Por las brechas abiertas penetró el enemigo,

las hachas resuenan contra nuestras puertas;

las lorigas hechas harapos de los golpes,

desnudando los pechos nuestros a los ataques,

rotos los escudos y heridos los hombros.

Fieramente las armas chocan y resuenan.

¿Quién es tan cobarde que del campo huya?

Hombres yo he visto caer a montones,

magullados y rotos los huesos de sus bocas;

los dientes brillando en la manante sangre,

como piedras que lavan las aguas de un arroyo.

Pocas son las gentes que a mi lado quedan,

aunque lejos del Rey no me apartaré.

Mucho necesitamos la ayuda y no vienen.

Roídos los escudos sólo quedan los mangos,

nuestras armas melladas y nosotros cansados.

¡Cubríos las muñecas con los anillos de oro

que nuestro Rey nos dio en días más felices

para que las riquezas presten peso a los golpes!

Alegres o afligidos, siempre fieles al Rey,

y hasta en el Infierno sostendremos su honor.

Muramos realizando hazañas en su nombre;

que se asuste la misma guerra de nuestras voces;

que las armas midan lo que vale el guerrero.

Algo nos sobrevive, por perdida

que esté la vida: la memoria no se hunde en el fango.

Hasta el fin del destino del mundo permanece,

en lo alto del cielo, el nombre del héroe.

Moribundo, Bjarki yacía en la tierra helada. Hjalti se arrodilló a su lado. El mariscal miró al cielo y musitó:

—Son tantos los que hay aquí contra nosotros que no tenemos ninguna esperanza de resistirlos. Pero a Odín no lo he visto. Creo que debe estar rondando en algún sitio alrededor, ese hijo de troll, ese sucio desleal. Si pudiese ver dónde estaba, ese desgraciado se volvería a casa con una herida que le hiciera aullar, por lo que ha hecho a nuestro rey.

—No es fácil torcer el destino —dijo Hjalti—, ni resistir a poderes sobrehumanos.

Tras un instante cerró los ojos de Bjarki y se encaminó inexorablemente al encuentro de su propia muerte.

Los últimos guerreros del rey Hrolf formaron un círculo en torno suyo.
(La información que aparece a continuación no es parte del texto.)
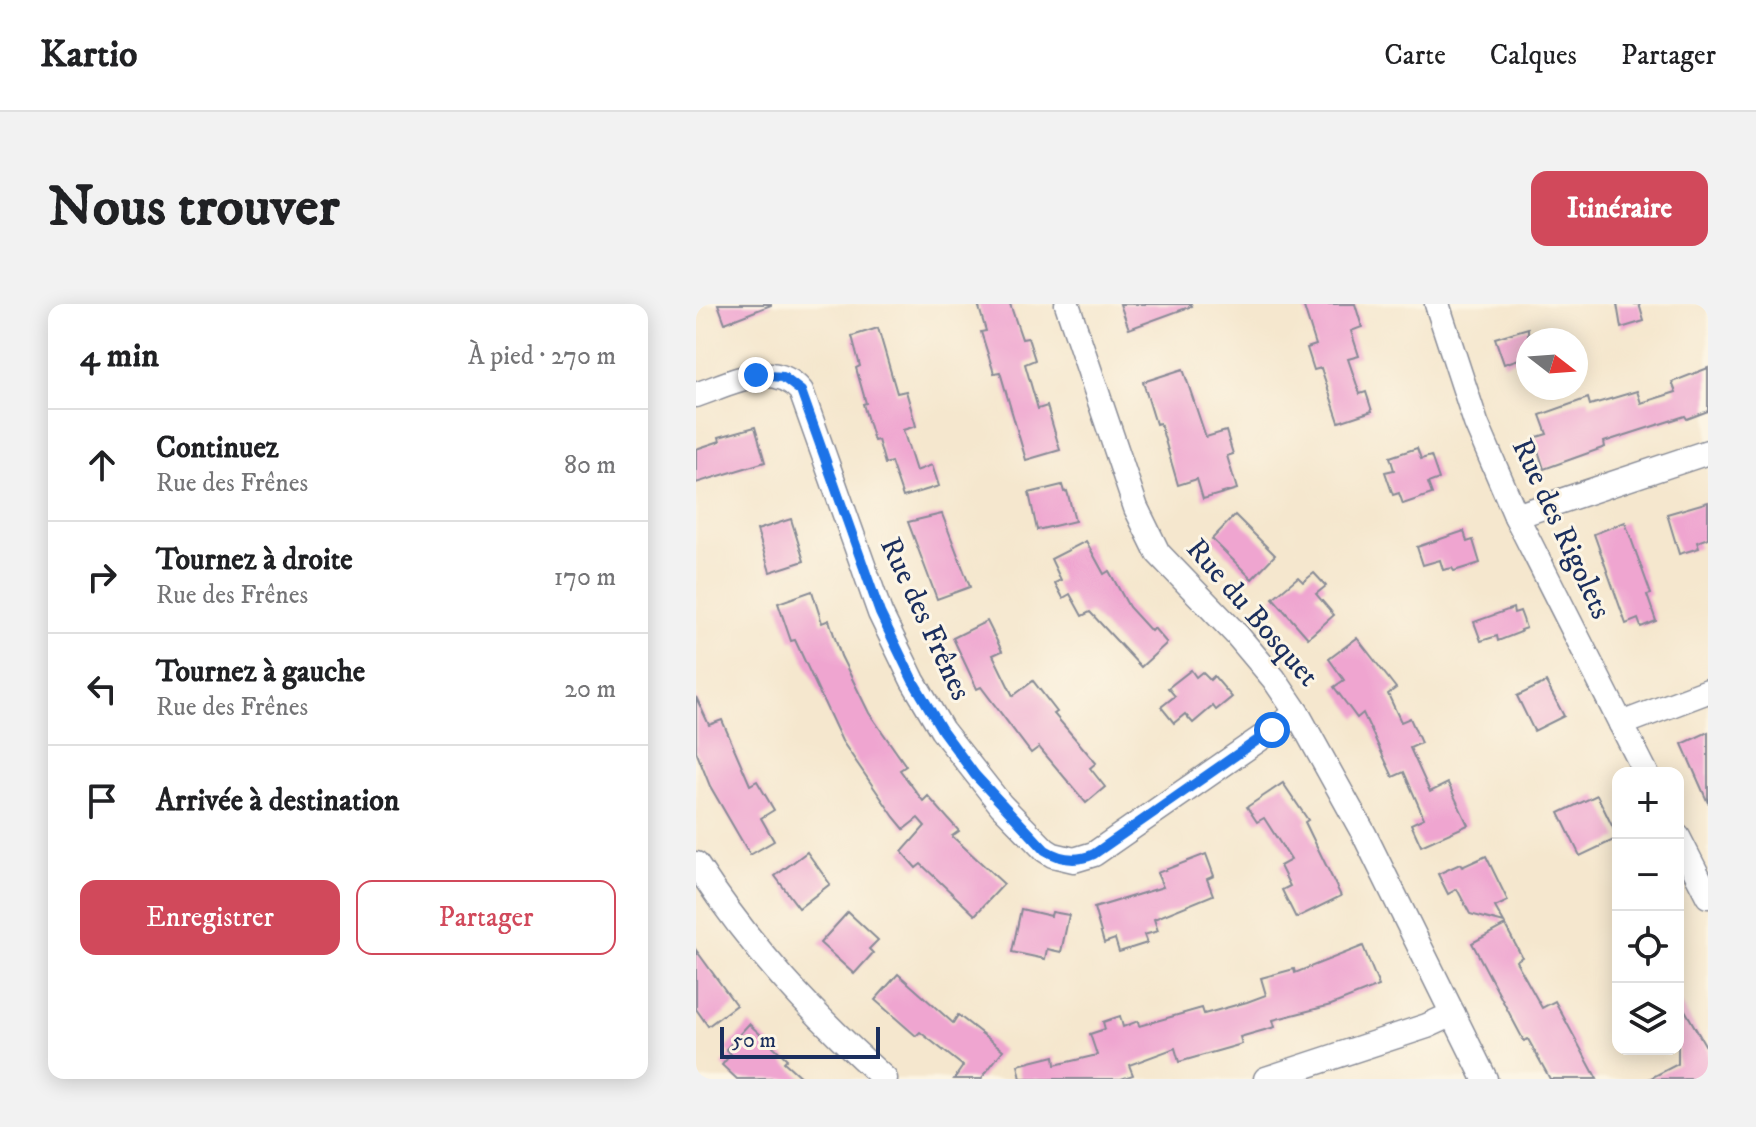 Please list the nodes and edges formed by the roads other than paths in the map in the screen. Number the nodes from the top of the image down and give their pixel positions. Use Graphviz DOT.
graph roads {
  1 [pos="1067,304"];
  2 [pos="1437,304"];
  3 [pos="696,395"];
  4 [pos="1708,452"];
  5 [pos="1516,516"];
  6 [pos="1708,691"];
  7 [pos="1297,713"];
  8 [pos="1621,724"];
  9 [pos="1643,767"];
  10 [pos="1679,839"];
  11 [pos="696,864"];
  12 [pos="1708,896"];
  13 [pos="1453,1014"];
  14 [pos="885,1079"];
  15 [pos="1266,1079"];
  16 [pos="1485,1079"];
  1 -- 7 [label="street, Rue du Bosquet"];
  2 -- 5 [label="street, Rue des Rigolets"];
  3 -- 7 [label="street, Rue des Frênes"];
  4 -- 5 [label="street"];
  5 -- 8 [label="street, Rue des Rigolets"];
  6 -- 8 [label="street"];
  7 -- 13 [label="street, Rue du Bosquet"];
  8 -- 9 [label="street, Rue des Rigolets"];
  10 -- 12 [label="street"];
  11 -- 14 [label="street"];
  13 -- 15 [label="street"];
  13 -- 16 [label="street, Rue du Bosquet"];
} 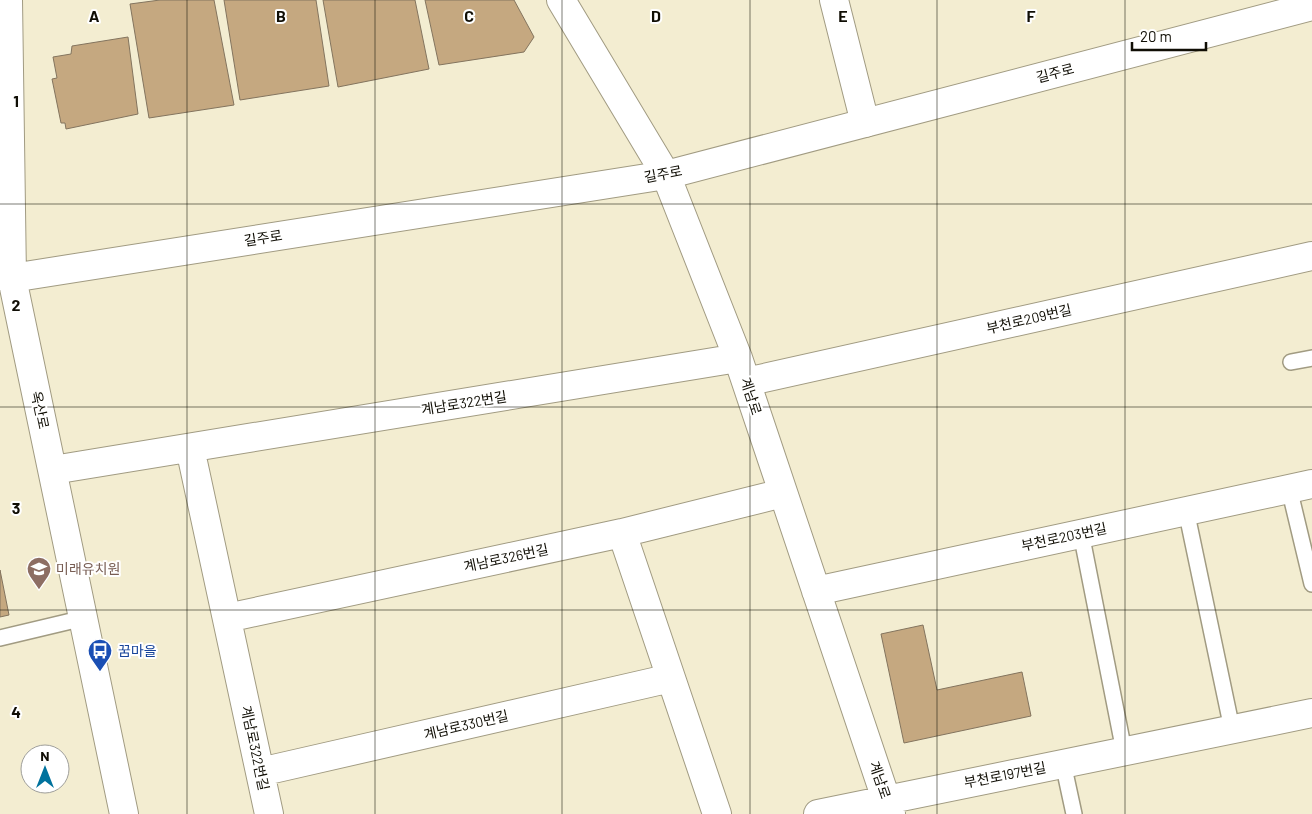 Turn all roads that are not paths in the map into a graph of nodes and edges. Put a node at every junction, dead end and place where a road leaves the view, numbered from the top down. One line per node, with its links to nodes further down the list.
1 (8, 0): 8 (street, 옥산로)
2 (562, 0): 6 (street, 계남로)
3 (834, 0): 5 (street)
4 (1312, 6): 5 (street, 길주로)
5 (865, 123): 6 (street, 길주로)
6 (666, 175): 8 (street, 길주로); 11 (street, 계남로)
7 (1312, 256): 11 (street, 부천로209번길)
8 (6, 277): 13 (street, 옥산로)
9 (1312, 358): 10 (lane)
10 (1291, 362)
11 (742, 370): 12 (street, 계남로322번길); 15 (street, 계남로)
12 (190, 448): 13 (street, 계남로322번길); 22 (street, 계남로322번길)
13 (53, 470): 21 (street, 옥산로)
14 (1301, 486): 16 (street, 부천로203번길); 19 (lane)
15 (783, 493): 17 (street, 계남로326번길); 20 (street, 계남로)
16 (1186, 510): 18 (street, 부천로203번길); 26 (lane)
17 (622, 533): 22 (street, 계남로326번길); 24 (street)
18 (1081, 533): 20 (street, 부천로203번길); 27 (lane)
19 (1312, 584)
20 (816, 591): 30 (street, 계남로)
21 (84, 618): 23 (lane); 31 (street, 옥산로)
22 (227, 618): 29 (street, 계남로322번길)
23 (0, 638)
24 (671, 678): 29 (street, 계남로330번길); 33 (street)
25 (1312, 712): 26 (street, 부천로197번길)
26 (1232, 729): 27 (street, 부천로197번길)
27 (1124, 751): 28 (street, 부천로197번길)
28 (1063, 763): 30 (street, 부천로197번길); 35 (lane)
29 (260, 772): 32 (street, 계남로322번길)
30 (889, 807): 34 (street, 부천로197번길)
31 (124, 814)
32 (269, 814)
33 (717, 814)
34 (818, 814)
35 (1074, 814) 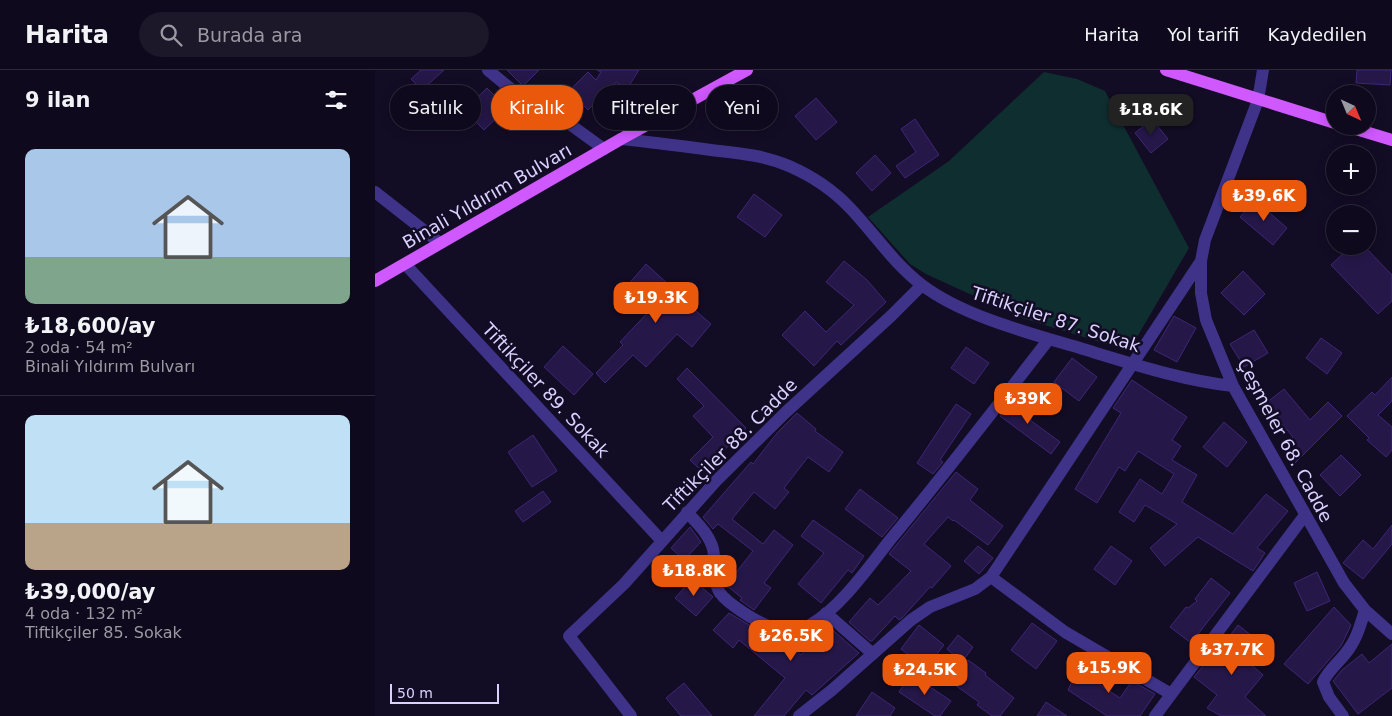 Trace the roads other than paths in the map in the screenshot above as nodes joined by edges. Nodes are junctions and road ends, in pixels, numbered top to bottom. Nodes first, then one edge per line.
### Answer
1 (488, 70) edge
2 (747, 70) edge
3 (1166, 70) edge
4 (1263, 70) edge
5 (1258, 100) junction
6 (1326, 120) edge
7 (1376, 135) edge
8 (621, 139) junction
9 (1392, 140) edge
10 (603, 149) junction
11 (375, 192) edge
12 (440, 242) junction
13 (1201, 261) junction
14 (405, 264) junction
15 (375, 281) edge
16 (922, 285) junction
17 (1049, 339) junction
18 (1132, 364) junction
19 (1233, 386) junction
20 (687, 512) junction
21 (1305, 515) junction
22 (661, 540) junction
23 (991, 577) junction
24 (1365, 610) junction
25 (826, 613) junction
26 (1392, 634) edge
27 (873, 654) junction
28 (1171, 694) junction
29 (631, 716) edge
30 (799, 716) edge
31 (1155, 716) edge
32 (1343, 716) edge

1 - 10 street
2 - 8 main road, Binali Yıldırım Bulvarı
3 - 5 main road
4 - 5 street, Çeşmeler 68. Cadde
5 - 6 main road
5 - 13 street, Çeşmeler 68. Cadde
7 - 9 main road
8 - 10 main road, Binali Yıldırım Bulvarı
8 - 16 street, Tiftikçiler 87. Sokak
10 - 12 main road, Binali Yıldırım Bulvarı
11 - 12 street
12 - 14 main road, Binali Yıldırım Bulvarı
13 - 18 street
13 - 19 street, Çeşmeler 68. Cadde
14 - 15 main road, Binali Yıldırım Bulvarı
14 - 22 street, Tiftikçiler 89. Sokak
16 - 17 street, Tiftikçiler 87. Sokak
16 - 20 street, Tiftikçiler 88. Cadde
17 - 18 street, Tiftikçiler 87. Sokak
17 - 25 street
18 - 19 street, Tiftikçiler 87. Sokak
18 - 23 street
19 - 21 street, Çeşmeler 68. Cadde
20 - 22 street, Tiftikçiler 88. Cadde
20 - 25 street
21 - 24 street, Çeşmeler 68. Cadde
21 - 28 street
22 - 29 street, Tiftikçiler 88. Cadde
23 - 27 street
23 - 28 street
24 - 26 street, Çeşmeler 68. Cadde
24 - 32 street
25 - 27 street
27 - 30 street
28 - 31 street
Skuld en persona había llegado en medio de la noche. Completamente loca, iba conjurando un monstruo tras otro. Ante esa marea de brujería, que ellos no percibían sino como horribles sombras y hedores, gruñidos y colmillos, los soldados y los grandes capitanes fueron cayendo. Hrolf Kraki salió fuera de la destrozada barrera de escudos. Fue derribando a un hombre tras otro. Ninguno pudo enorgullecerse de haberlo matado; pues ninguno le sobrevivió.

Cuando obtuvo la victoria, Skuld se apresuró a enviar sus trolls de vuelta al lugar de donde habían venido y ordenó a los muertos que yaciesen tranquilos. Después, a la luz de las antorchas buscó a su marido y lo aclamó como Alto Rey de Dinamarca. Esto se hizo con unas pocas y desvaídas palabras, pues tanto ella como él estaban demasiado cansados para sentirse felices. Buscaron el abrigo de la mansión. La oscuridad y el silencio se habían posesionado por completo de la ciudad de Leidhra, excepto en el lugar donde Vögg recobró el sentido para sentirse solo y echarse a llorar.